October Tide - A Thin Shell Review
by Matt Hensch
It seems that October Tide's awakening was mostly overshadowed by other reunions or new albums from long-defunct bands around the time "A Thin Shell" was dropped from Fredrick Norrman's cannon of melancholic sadness. Prior to this point, Norrman had crafted a short-lived legacy which barred some of doom/death metal's finest offerings, especially the essential "Rain Without End," a classic from point A to point B. "A Thin Shell" nevertheless carries the emotional burden as if October Tide never went to sleep in the first place, but this time featuring a new lineup recruited after Norrman's departure from Katatonia. The seven-sonnet masquerade is deep, riveting, and just as heavy and gloomy as October Tide's namesake.
Taking the massive amount of time between "A Thin Shell" and the last October Tide offering into consideration, it seems that few things have changed. The band still marches on with puncturing gaps of doom-influenced death metal cooked with clean guitars and catchy melodies used for that "saddening" feel. The songs are pretty formulaic, but I really can't complain with the provided materials. Norrman's guitar playing is pristine and attractive, his riffs crunchy yet forlorn and catchy in execution. The other members meet Norrman's chemistry with an equal amount of presence, especially the deep, unhallowed growls of In Mourning vocalist Tobias Netzell.

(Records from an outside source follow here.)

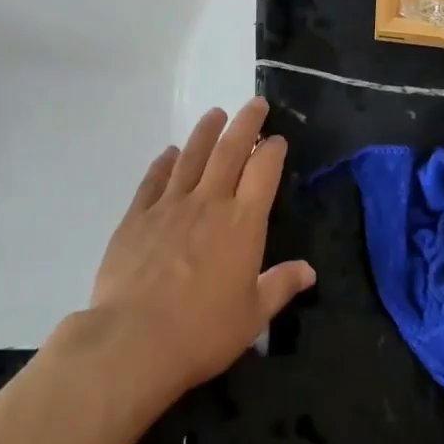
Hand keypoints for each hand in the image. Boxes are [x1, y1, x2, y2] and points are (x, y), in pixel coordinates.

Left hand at [87, 98, 316, 396]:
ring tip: (215, 114)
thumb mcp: (253, 316)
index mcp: (242, 223)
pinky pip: (153, 180)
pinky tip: (168, 152)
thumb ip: (280, 285)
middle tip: (255, 104)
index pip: (263, 171)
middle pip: (230, 151)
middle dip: (245, 123)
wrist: (135, 340)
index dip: (273, 150)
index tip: (277, 139)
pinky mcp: (137, 217)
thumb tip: (308, 270)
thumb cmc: (203, 331)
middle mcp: (208, 203)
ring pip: (191, 157)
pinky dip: (163, 162)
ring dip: (205, 132)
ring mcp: (169, 206)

Not a whole lot separates the seven songs, but October Tide successfully pulls off their dark landscape regardless. "A Custodian of Science" begins October Tide's dive into depression with slow-roasted riffs spread over a melodic lead and Netzell's ground-shattering voice; it's steady doom/death metal just the way you like it. "Deplorable Request" is easily one of the best songs this band has ever written, its beefy chorus and electric groove shining under a darkened theme of pain from the past, another powerful slice. "The Nighttime Project" substitutes the rupturing might for a strange acoustic number which feels drippy and oddly mechanical. The other four tracks are a bit lacking compared to the monstrous tunes which bring light to this opus, but I'm still void of negative things to say overall.
You could consider "A Thin Shell" a standard example of doom/death metal. After all, it kind of is. Nevertheless, October Tide has made a decent return after years in a slumberous state, a feat that hardly occurs. The group's genetics are intact, yet the overall sound is thunderous and gloomy, and October Tide has defeated the odds after a decade of inactivity. Take "A Thin Shell" for what it is and you'll have a grand time with it.